Dr John McMurray: The Next Step for SGLT 2 Inhibitors in Patients With HF Is Implementation

It's a great time to be a doctor treating patients with heart failure, what with the development of 2 fantastic new treatments within the space of 5 years, said John McMurray, MD, FRCP, FESC, professor of medical cardiology in the Institute of Cardiovascular and Medical Sciences at the University of Glasgow.

The American Journal of Managed Care®(AJMC®): EMPEROR-Reduced results published in The New England Journal of Medicine reported a 6% difference in the hazard ratio in the outcomes for patients with diabetes and those without diabetes; the paper characterized the effect as basically the same. Do you agree?

Dr. McMurray:Absolutely. We saw this in DAPA-HF, completely consistent effects in patients with and without diabetes. Maybe this has been the problem, maybe cardiologists are still thinking, although this is rather old fashioned thinking, that these are treatments only for diabetes. They're not. They are a treatment for diabetes, but they are also a treatment for heart failure. We've repurposed SGLT 2 inhibitors to be treatment for heart failure. It's like Sildenafil. It was it introduced as a treatment for erectile dysfunction. But we cardiologists use it today as a treatment for pulmonary hypertension. It's same molecule, but 2 completely different indications. So yes, useful glucose lowering therapy for diabetes. This is our drug. This is a heart failure drug, and we can do a huge amount of good for our patients.

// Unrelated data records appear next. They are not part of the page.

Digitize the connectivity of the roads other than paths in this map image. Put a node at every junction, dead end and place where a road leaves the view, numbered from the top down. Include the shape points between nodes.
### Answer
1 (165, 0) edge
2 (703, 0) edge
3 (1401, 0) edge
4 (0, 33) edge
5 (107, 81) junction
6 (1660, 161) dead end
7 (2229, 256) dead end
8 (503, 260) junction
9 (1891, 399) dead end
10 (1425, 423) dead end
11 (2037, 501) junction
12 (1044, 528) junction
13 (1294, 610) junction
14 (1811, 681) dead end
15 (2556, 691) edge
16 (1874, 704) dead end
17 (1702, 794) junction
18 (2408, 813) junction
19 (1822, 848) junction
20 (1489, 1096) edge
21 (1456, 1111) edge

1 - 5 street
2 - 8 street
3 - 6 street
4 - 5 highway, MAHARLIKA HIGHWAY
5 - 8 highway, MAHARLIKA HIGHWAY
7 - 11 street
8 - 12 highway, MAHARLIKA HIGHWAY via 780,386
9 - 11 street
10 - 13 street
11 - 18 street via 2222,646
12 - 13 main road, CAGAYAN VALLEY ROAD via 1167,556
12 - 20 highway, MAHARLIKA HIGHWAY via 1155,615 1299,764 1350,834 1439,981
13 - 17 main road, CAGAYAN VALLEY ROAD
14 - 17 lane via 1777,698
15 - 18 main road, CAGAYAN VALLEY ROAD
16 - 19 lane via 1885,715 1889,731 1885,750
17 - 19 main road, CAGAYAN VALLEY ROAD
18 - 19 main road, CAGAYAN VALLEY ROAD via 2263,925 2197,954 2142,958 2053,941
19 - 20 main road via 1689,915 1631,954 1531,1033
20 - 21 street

AJMC®: Results from DAPA-HF found dapagliflozin could prevent diabetes in individuals with prediabetes. Does empagliflozin show potential diabetes prevention effects in this population? Can you discuss the debate around preventing type 2 diabetes with a drug?

Dr. McMurray: That is correct. We did show reduction in new onset diabetes amongst those patients who didn't have diabetes at baseline in DAPA-HF. These same analyses have not been presented for EMPEROR-Reduced. So we don't know if that's the case with empagliflozin, but I would anticipate broadly similar effects because these drugs are similar in structure and act in the same way. But we haven't seen those data and we only know that for dapagliflozin at the moment.

I don't think there is much debate about it. It's a great additional benefit to have. If you're a patient with heart failure, the last thing you want to do is to develop diabetes as well. So that is what I would call a bonus of this therapy. It does all the good things I mentioned earlier: improves symptoms, reduces hospitalization, reduces mortality. We know it also reduces worsening renal function. And now this is an additional benefit: it reduces new onset diabetes. So little controversy, no discussion, great bonus effects in patients who don't have diabetes at the moment, who are at very high risk of developing diabetes that's maybe not often realized. Heart failure is an extremely diabetogenic disease. It's great that we can reduce or delay the development of new onset diabetes.

AJMC®: Do you have any final thoughts you'd like to share?

Dr. McMurray: It's fantastic to be in this new era of heart failure therapy and in the space of 5 years to have 2 fantastic new treatments completely complimentary and additive to the other therapies that we have. It's a great time to be a doctor treating patients with heart failure. And hopefully it's a great time for patients with heart failure because we now have so much more to offer them if they get the therapy. So the key from here on is implementation. The way the trials have given our colleagues the evidence, we need everybody now to put that evidence into practice.